3 Experimental Results

To evaluate the proposed 3D-HEVC rate control algorithm, the proposed algorithm is integrated into the reference software HTM10.0. In order to evaluate the performance of the proposed RC algorithm and R-lambda algorithm is utilized for comparison. We have tested our algorithm on all of eight sequences defined in the CTCs (1024 × 768 and 1920 × 1088). Each sequence is composed of three views: the left, the center (coded first) and the right view. After coding, six synthesized views were rendered.

3.1 Control Accuracy

To evaluate the accuracy of the bit rate control, the following measurement is adopted.

$$ Error = \frac{{\left| {R_{actual} - R_{target} } \right|}}{{R_{target} }} \times 100\% , $$
(17)

where Error is the bits error. R target and R actual are the number of target bits and the actual output bits, respectively.

As illustrated in Table 1, it can be seen that the proposed RC algorithm achieves smaller mismatch between target bits and actual output bits. That is because the frame level bit allocation proposed in our previous work [10] is designed more suitable for I-SLICE instead of relying on overflow/underflow handling strategy.

Table 1. Proposed Algorithm R-D Performance Compared With Anchor And R-lambda

3.2 R-D Performance

In order to objectively evaluate the performance of the proposed RC algorithm, R-lambda algorithm proposed in [9] is utilized for comparison. In [9], the target bit rate of each texture video is set as corresponding bit rate in HTM anchor and depth maps are coded with fixed QP as the same as anchor. In the proposed algorithm, the target bit rate for all coded views’ bit rate (including three texture videos and three depth maps) is set as anchor’s total bit rate.

As illustrated in Table 1 and Fig. 4, we can see that the proposed algorithm shows much better R-D performance than R-lambda for both coded texture views and synthesized views.
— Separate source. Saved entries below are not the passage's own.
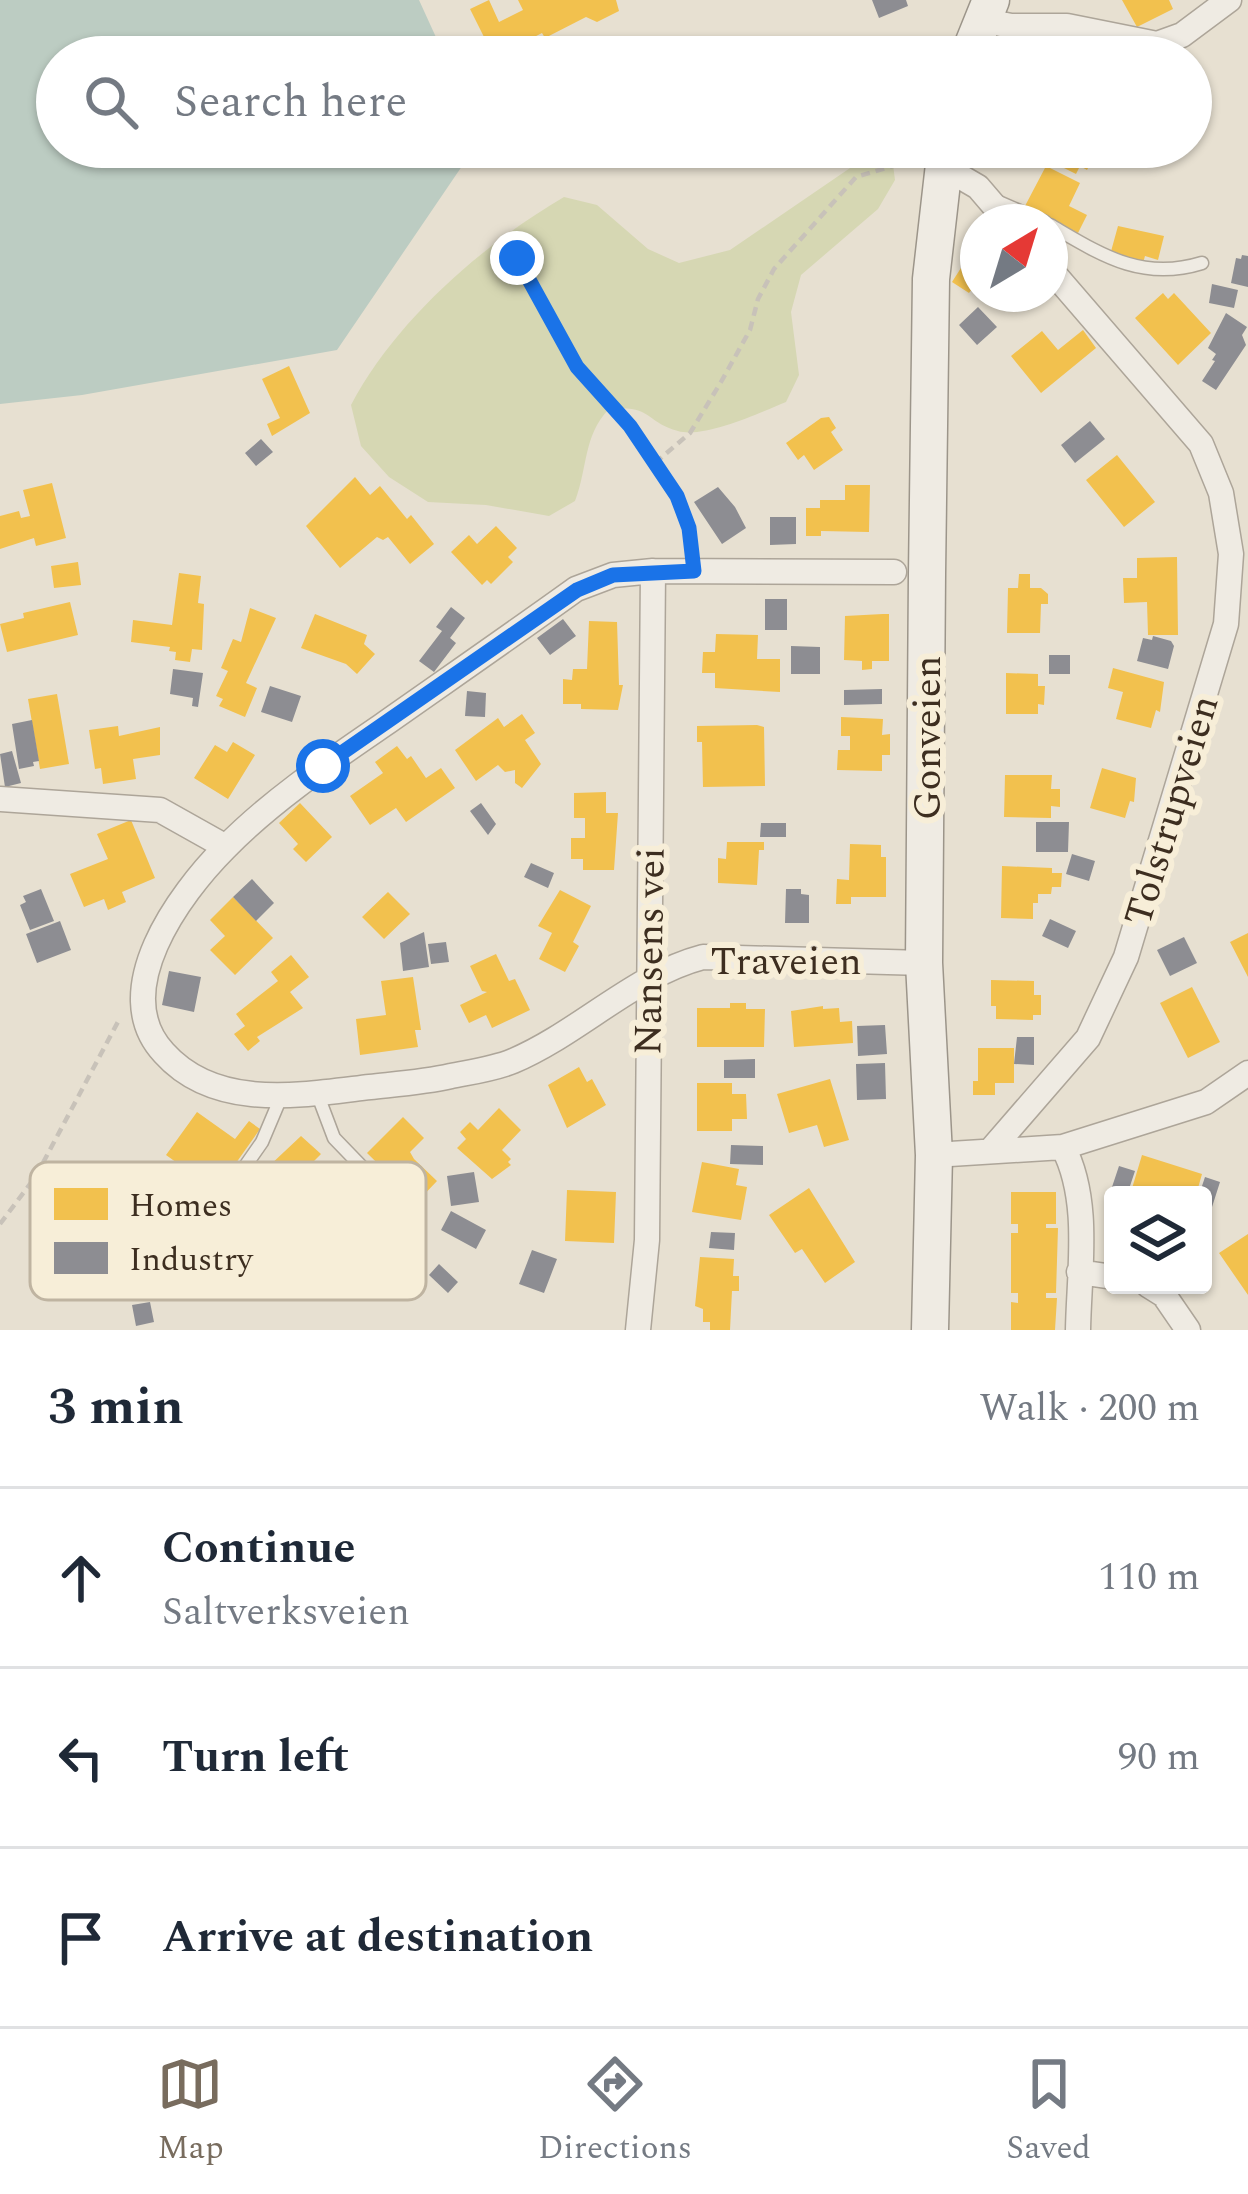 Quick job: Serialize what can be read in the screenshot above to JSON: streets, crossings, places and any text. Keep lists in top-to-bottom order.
{
  "streets": {
    "street": [
      "Gonveien",
      "Tolstrupveien",
      "Nansens vei",
      "Traveien"
    ]
  },
  "crossings": [
    ["Gonveien", "Traveien"],
    ["Nansens vei", "Traveien"]
  ],
  "legend": ["Homes", "Industry"],
  "north": "top right",
  "page": {
    "search": "Search here",
    "heading": ["3 min", "Walk · 200 m"],
    "list": [
      ["Continue", "Saltverksveien", "110 m"],
      ["Turn left", "90 m"],
      "Arrive at destination"
    ],
    "nav": ["Map", "Directions", "Saved"]
  }
} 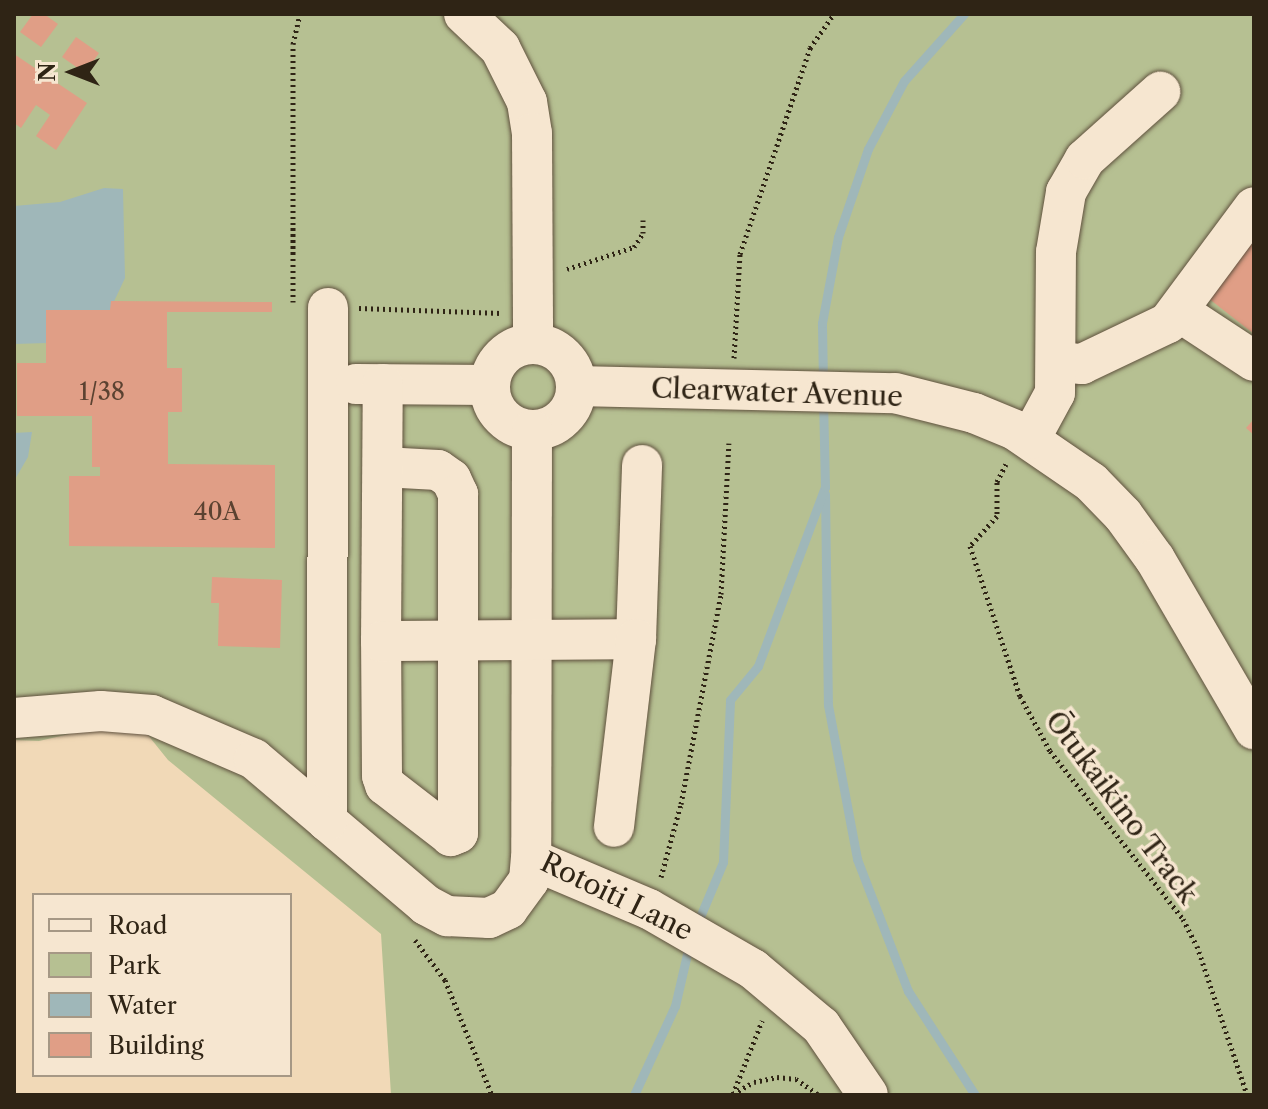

Based on the proposed synthesized views distortion model, the optimal bit allocation for the texture and depth is achieved. The maximum performance improvement for all views (including coded texture views and synthesized views) can be up to 14.4 % and the average BD-rate gain is 6.9 %.

Fig. 4.
figure 4

The R-D curves for all views of the proposed RC scheme compared with anchor and R-lambda ‘Undo_Dancer’ and ‘GT_Fly

Furthermore, two R-D curves are shown in Fig. 4. It can be observed the proposed RC algorithm shows much better R-D performance than R-lambda model for both high bit rate and low bit rate.

4 Conclusions

This paper has presented a synthesized views distortion model based joint bit allocation and rate control method to achieve the best overall quality for 3D-HEVC. The distortion dependency is investigated between the coded views and the synthesized views. The proposed bit allocation method is classified into three levels, namely texture/depth level, view level and frame level. Experimental are conducted on different video sequences and the results show that the proposed method can achieve much better R-D performance than other algorithms for 3D-HEVC.